Was die Farbe für den Maler ist, ist für den Musiker der Klang. Nicht von ungefähr spricht der Maler auch von Farbtönen und der Musiker von Klangfarben. In der Populären Musik benutzt man dafür ganz allgemein den englischen Begriff „Sound“. Dabei steht das Wort „Sound“ im Englischen bezeichnenderweise auch für Adjektive wie: gesund, intakt, robust, kräftig, tadellos, vernünftig, gediegen und aussagekräftig.
Fabriziert eine Band miesen Sound, gehe ich flüchten, egal wie anspruchsvoll die Beiträge gemeint sind. Umgekehrt gilt aber auch, klingt eine Band richtig gut, hat sie bei mir schon mal einen dicken Stein im Brett – egal, was sie spielt. Ein gutes Beispiel hierfür sind die tontechnisch nahezu perfekten Produktionen der Carpenters! Schon Anfang der 70er-Jahre lieferte das kalifornische Geschwisterpaar einen Sound ab, der mich auch heute noch fasziniert. Und das mit den damaligen technischen Möglichkeiten! So fand man damals in meinem Plattenschrank neben Led Zeppelin, Vanilla Fudge, Pink Floyd und Deep Purple eben auch die Carpenters! (Was mein Image unter den „echten Rockfans“ schwer beschädigte!) Wie die Story der Carpenters mit dem Tod von Karen, der begnadeten Stimme des Duos, ein jähes Ende fand, ist ein anderes Kapitel.

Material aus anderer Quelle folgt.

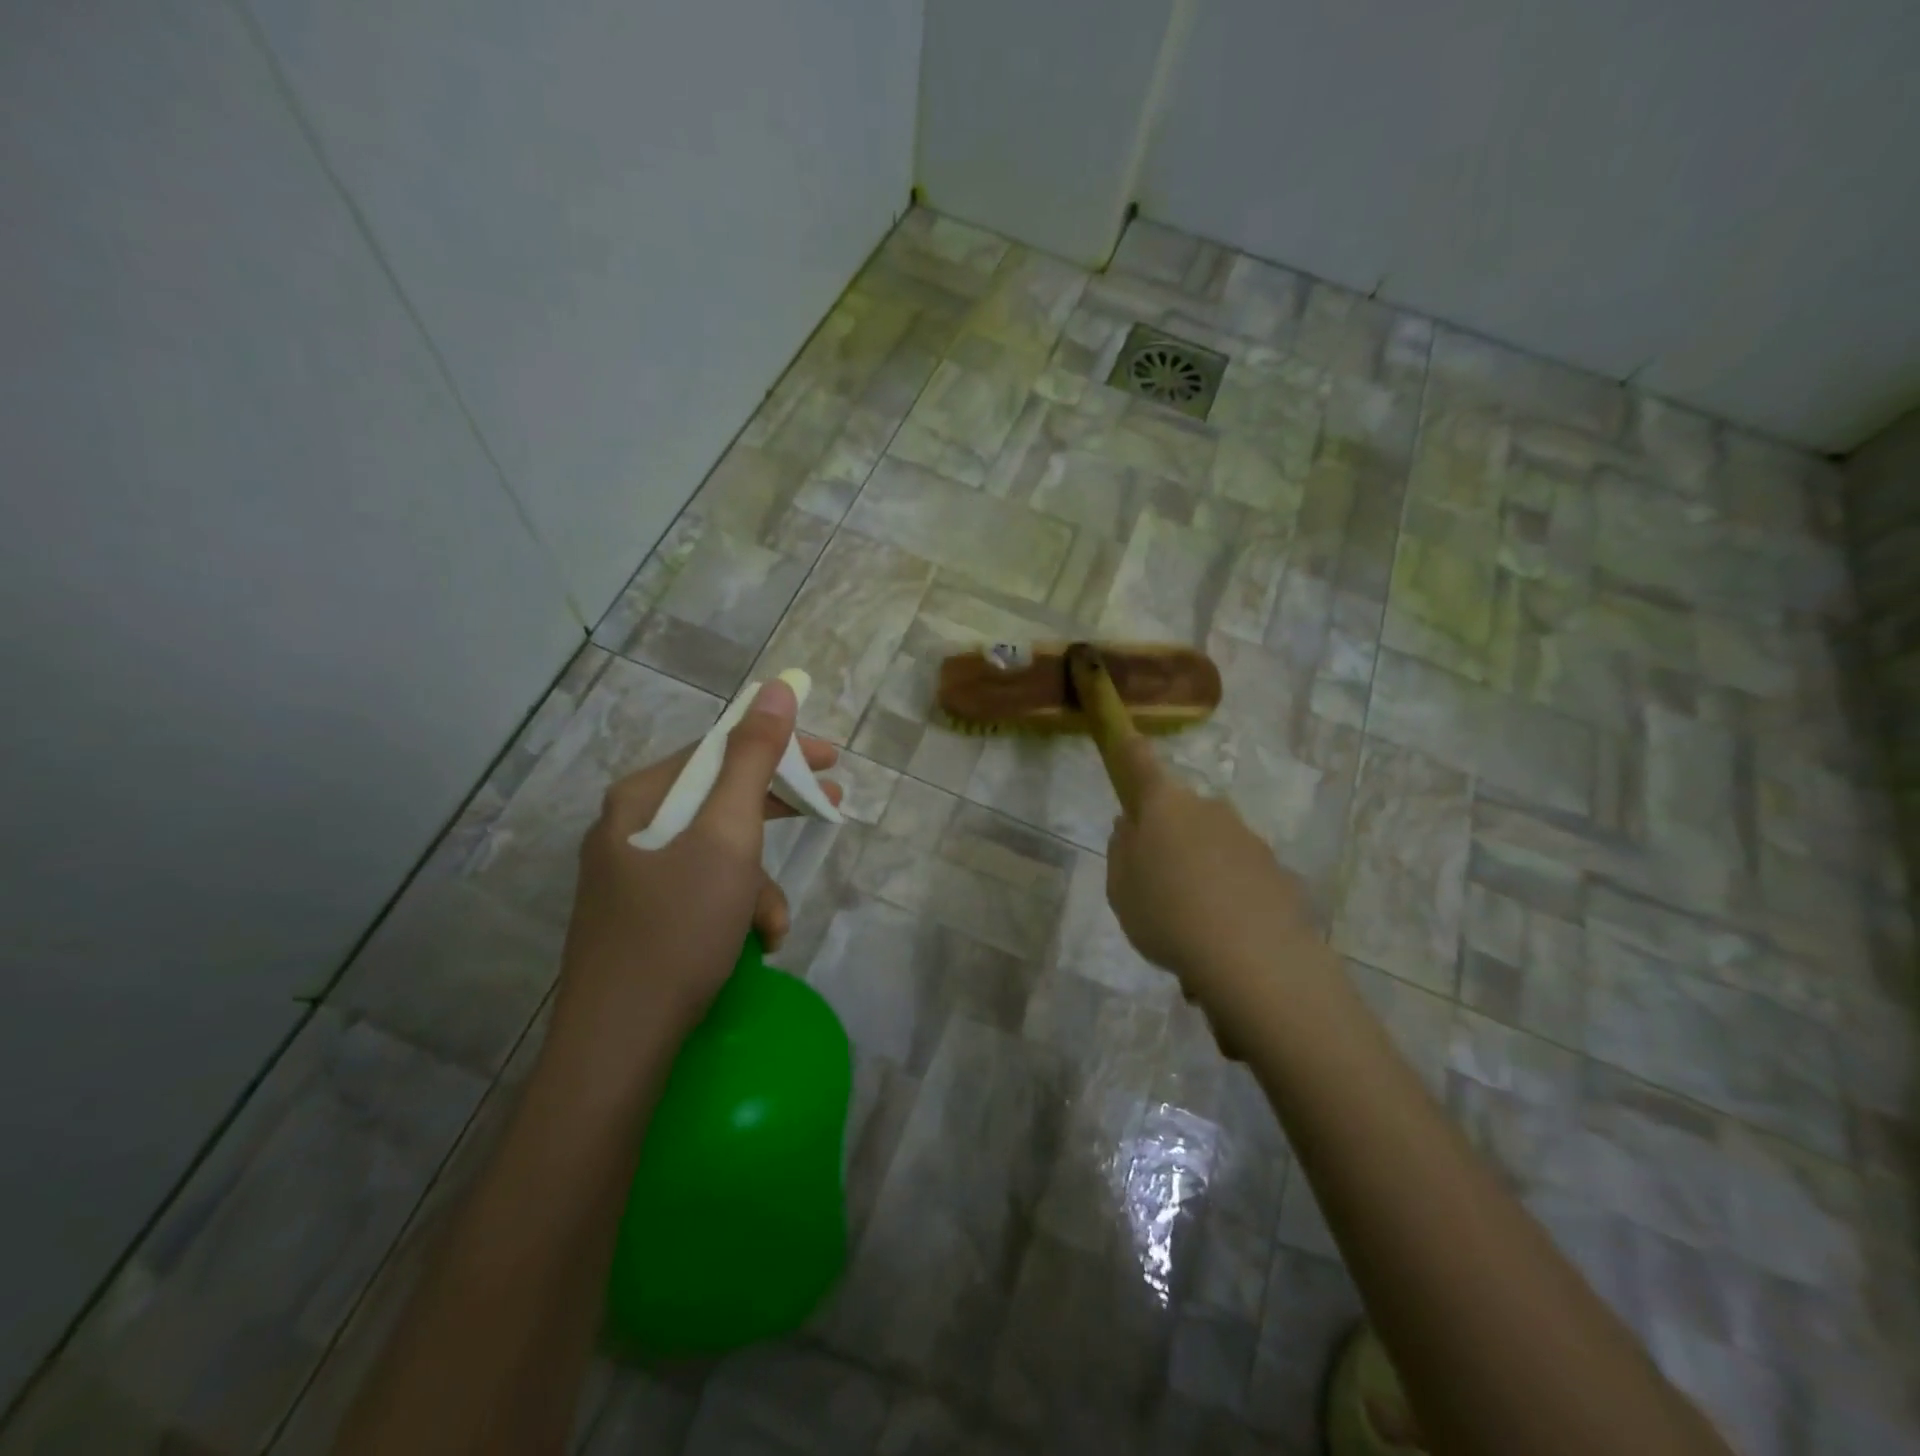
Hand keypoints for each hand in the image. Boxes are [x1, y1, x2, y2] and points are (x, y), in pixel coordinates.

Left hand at [551, 679, 840, 1061]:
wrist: (618, 1045)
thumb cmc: (678, 928)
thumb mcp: (727, 836)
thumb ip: (753, 758)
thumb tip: (776, 688)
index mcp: (641, 798)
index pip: (720, 748)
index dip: (780, 747)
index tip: (830, 758)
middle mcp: (629, 828)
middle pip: (720, 798)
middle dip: (777, 811)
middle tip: (831, 804)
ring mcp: (631, 876)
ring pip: (716, 853)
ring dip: (757, 882)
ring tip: (773, 925)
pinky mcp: (640, 918)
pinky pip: (701, 890)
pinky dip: (734, 909)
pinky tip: (753, 944)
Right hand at [1105, 738, 1319, 1009]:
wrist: (1255, 960)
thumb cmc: (1167, 916)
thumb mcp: (1120, 889)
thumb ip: (1121, 850)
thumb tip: (1131, 825)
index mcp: (1164, 805)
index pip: (1139, 761)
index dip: (1127, 749)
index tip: (1123, 739)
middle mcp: (1209, 808)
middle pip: (1179, 810)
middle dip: (1167, 835)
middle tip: (1155, 883)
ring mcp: (1247, 837)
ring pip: (1211, 844)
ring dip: (1199, 870)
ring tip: (1190, 925)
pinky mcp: (1277, 870)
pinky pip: (1238, 875)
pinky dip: (1227, 895)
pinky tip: (1221, 939)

Der Sound ist die Seele des Tons. Anders als ein Ton, der feste Parameter hat und spätestens seit Franco von Köln verbindlich darstellbar ist, klappt das beim Klang ganz und gar nicht. Sehr deutlich wird das zum Beispiel bei einem schriftlich fixierten Blues. (Was an und für sich ja schon ein Widerspruch ist.) Wenn so ein ausnotiertes Bluesstück dann ganz klassisch sauber und fehlerfrei abgespielt wird, mag vieles entstehen, ganz sicher aber kein Blues.
Die Notenschrift wurde entwickelt, als es noch keine Möglichkeit gab, Klang aufzunehmen und wiederzugeben. In Zeiten von mp3-Player und Internet kann man Musik auch wieder mal rein auditiv, nämlich mit den Ohren wahrnehmen und vermitteln. Und dann wird aus einer schwebenden Terz vielleicht auch eine beseelte Blue Note und aus einem Zweiklang aus Prim und Quint ein Powerchord mit cojones!
Gerade Populäre Musik definiert sich hauptsächlich über Sound, Feeling und Groove. Dafür wurde die Notenschrift allerdings nicht erfunden und dazu ist sie, gerade auch im Unterricht, nur bedingt zu gebrauchen. Also öfter mal wieder, Augen zu und Ohren auf!